Sur la question des ISG, les amendements seront surtout proposés par la majorité, Thibault Bazin, député LR, demandera que l’équipe puisse intégrer dans la décision un spécialiste de l’affection particulière de la femme. Il ne sera pas écouté. L’article 20 sera adopté sans beaucoup de modification à 53 voix contre 6…
Une fois de plus, les députés ont regretté un débat tronqué : la règle du temps partagé ne leur permettant de ne défendre « qu’un amendement sur quatre » pour les députés Les Républicains alors qu’il s’agit de débattre de sujets majeurs (cf. Projet de loi de bioéthique : les députés contestent le “temps législatif programmé”).

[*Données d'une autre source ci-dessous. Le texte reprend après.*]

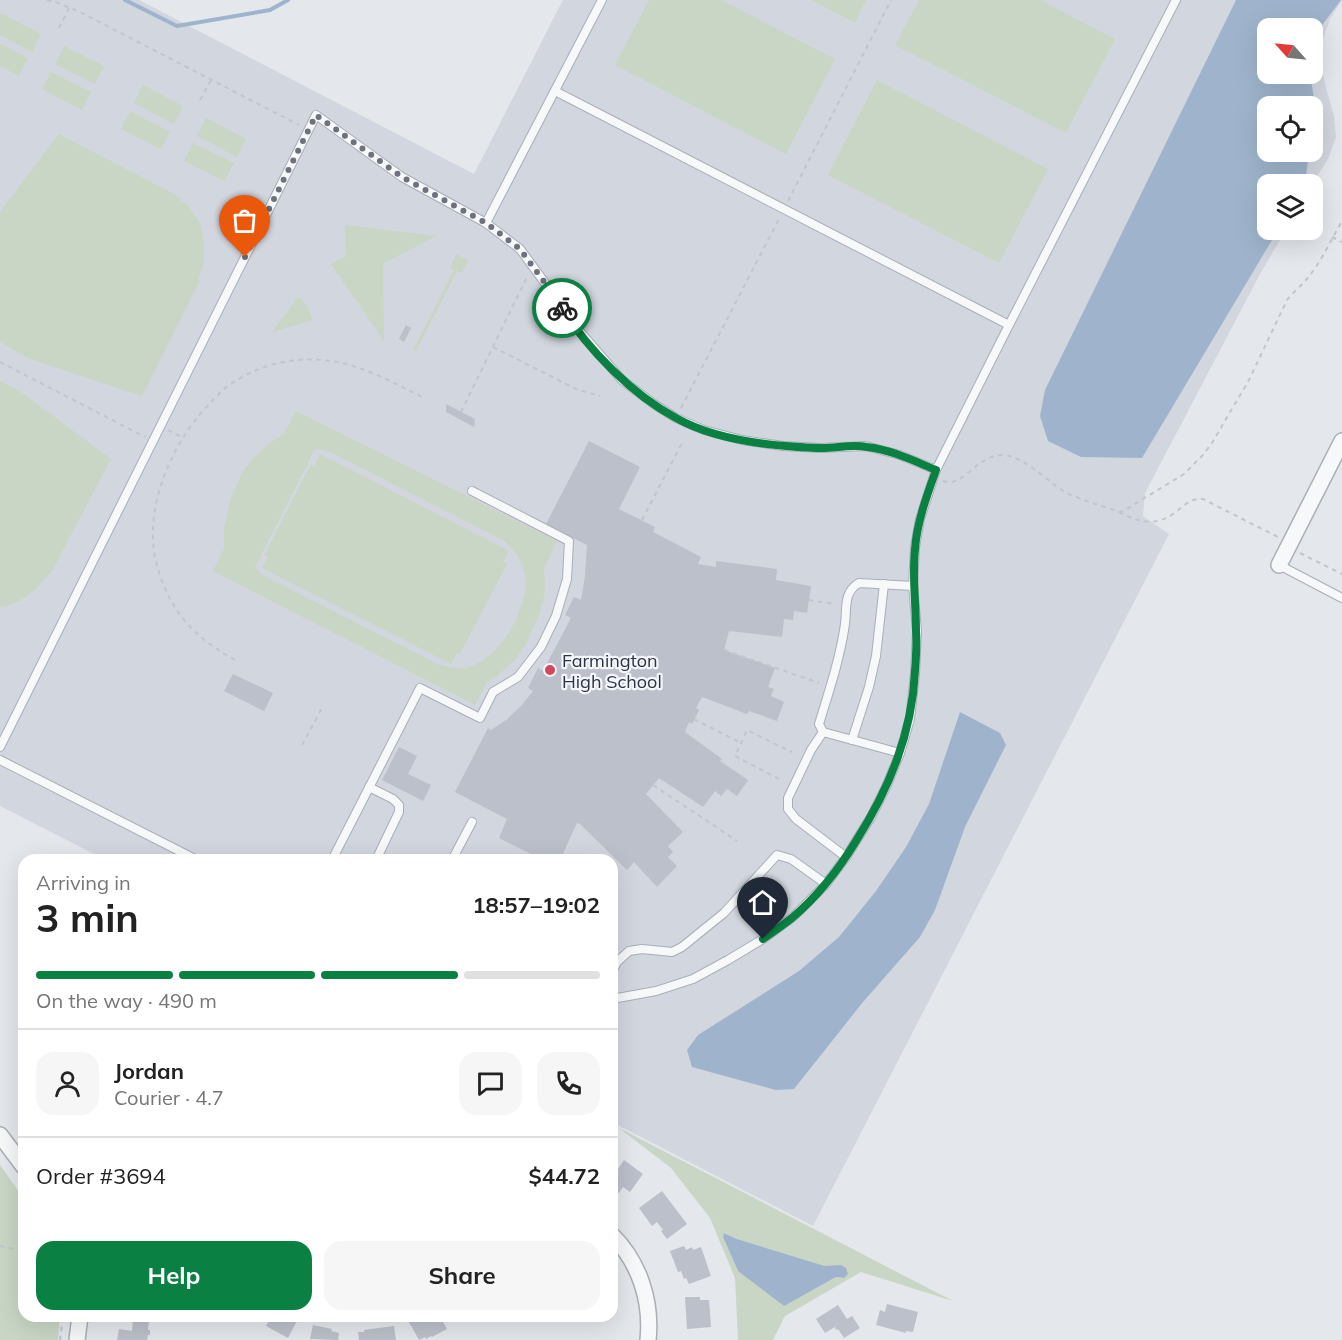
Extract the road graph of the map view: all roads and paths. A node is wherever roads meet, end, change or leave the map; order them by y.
1 (47, 0) edge
2 (602, 0) edge
3 (1176, 0) edge
4 (69, 8) junction
5 (59, 28) dead end
6 (211, 80) junction
7 (555, 91) junction
8 (200, 100) dead end
9 (308, 130) junction
10 (1342, 221) edge
11 (486, 223) junction
12 (1332, 237) junction
13 (1342, 242) edge
14 (533, 266) junction
15 (1009, 325) junction
16 (493, 347) junction
17 (0, 362) edge
18 (600, 396) dead end
19 (424, 398) dead end
20 (461, 412) dead end
21 (160, 426) junction
22 (183, 438) junction
23 (153, 441) junction
24 (683, 441) dead end
25 (1342, 441) edge
26 (936, 470) junction
27 (942, 481) dead end
28 (472, 491) dead end
29 (1119, 512) junction
30 (642, 520) dead end
31 (1283, 540) dead end
32 (1297, 551) dead end
33 (1279, 565) joint
34 (1342, 574) edge
35 (884, 584) junction
36 (913, 586) junction
37 (1342, 598) edge
38 (809, 600) dead end
39 (834, 604) dead end
40 (724, 650) dead end
41 (235, 660) dead end
42 (819, 683) dead end
43 (323, 706) dead end
44 (694, 719) dead end
45 (823, 732) junction
46 (852, 740) junction
47 (741, 743) junction
48 (302, 746) dead end
49 (0, 747) edge
50 (792, 752) dead end
51 (900, 753) junction
52 (0, 760) edge
53 (779, 779) dead end
54 (653, 785) dead end
55 (369, 787) junction
56 (472, 822) dead end
57 (737, 841) dead end
58 (185, 854) edge
59 (335, 854) edge
60 (379, 854) edge
61 (455, 854) edge
62 (846, 857) junction
63 (826, 884) junction
64 (618, 961) edge
65 (618, 998) edge
66 (0, 1135) edge
67 (18, 1159) edge
68 (618, 1242) edge
69 (0, 1246) edge
70 (18, 1250) edge
71 (62, 1322) edge
72 (79, 1322) edge
73 (60, 1340) edge
74 (77, 1340) edge
75 (648, 1340) edge

1 - 4 path
2 - 7 lane
3 - 15 lane
4 - 5 path
4 - 6 path
6 - 8 path
6 - 9 path
7 - 11 lane
7 - 15 lane
9 - 11 lane
9 - 21 lane
10 - 12 path
11 - 14 lane
12 - 13 path
12 - 29 path
14 - 16 path
14 - 26 lane
15 - 26 lane
16 - 18 path
16 - 20 path
17 - 23 path
19 - 22 path
21 - 22 path
21 - 23 lane
22 - 41 path
23 - 49 lane
24 - 30 path
25 - 33 street
26 - 36 lane
27 - 29 path
28 - 55 lane
29 - 31 path
32 - 34 path
33 - 37 lane
35 - 36 lane
35 - 45 lane
35 - 46 lane
36 - 51 lane
38 - 39 path
40 - 42 path
43 - 48 path
44 - 47 path
45 - 46 lane
45 - 62 lane
46 - 51 lane
47 - 50 path
47 - 53 path
51 - 62 lane
52 - 58 lane
54 - 57 path
55 - 59 lane
55 - 60 lane
56 - 61 lane
62 - 63 lane
63 - 64 lane
63 - 65 lane
66 - 67 street
68 - 75 street
69 - 70 path
71 - 73 path
72 - 74 street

Mercredi dans l’après-midi, comme la ministre de la Justice l’avait annoncé, l’article concernant la reconnaissance automatique en France de la filiation d’enfants conçus par GPA (mère porteuse) dans un pays étranger où la pratique est autorisée (cf. Projet de loi de bioéthique : De la PMA pour toutes à la GPA ) a été remis au vote et rejeté à une large majorité 139 voix contre 23 et 7 abstentions. Le gouvernement ne souhaite pas « ouvrir une brèche dans la prohibition de la GPA, prohibition qu’il souhaite absolument maintenir ». La ministre de la justice, Nicole Belloubet, a considéré que l’arrêt de la Cour de cassation qui a été prononcé le 4 octobre après le vote, la veille, de l’amendement, « tranche un cas d’espèce, réaffirme la conformité du droit français actuel aux dispositions de la Convention européenne des droits de l’Homme » (cf. GPA et affaire Mennesson : la Cour de Cassation permet la transcription de la mère d’intention sur l’acte de naissance ).
A l’issue de cette première lecture du projet de loi de bioéthique à l’Assemblée nationale, le vote solennel de la loi doit avoir lieu le 15 octobre prochain.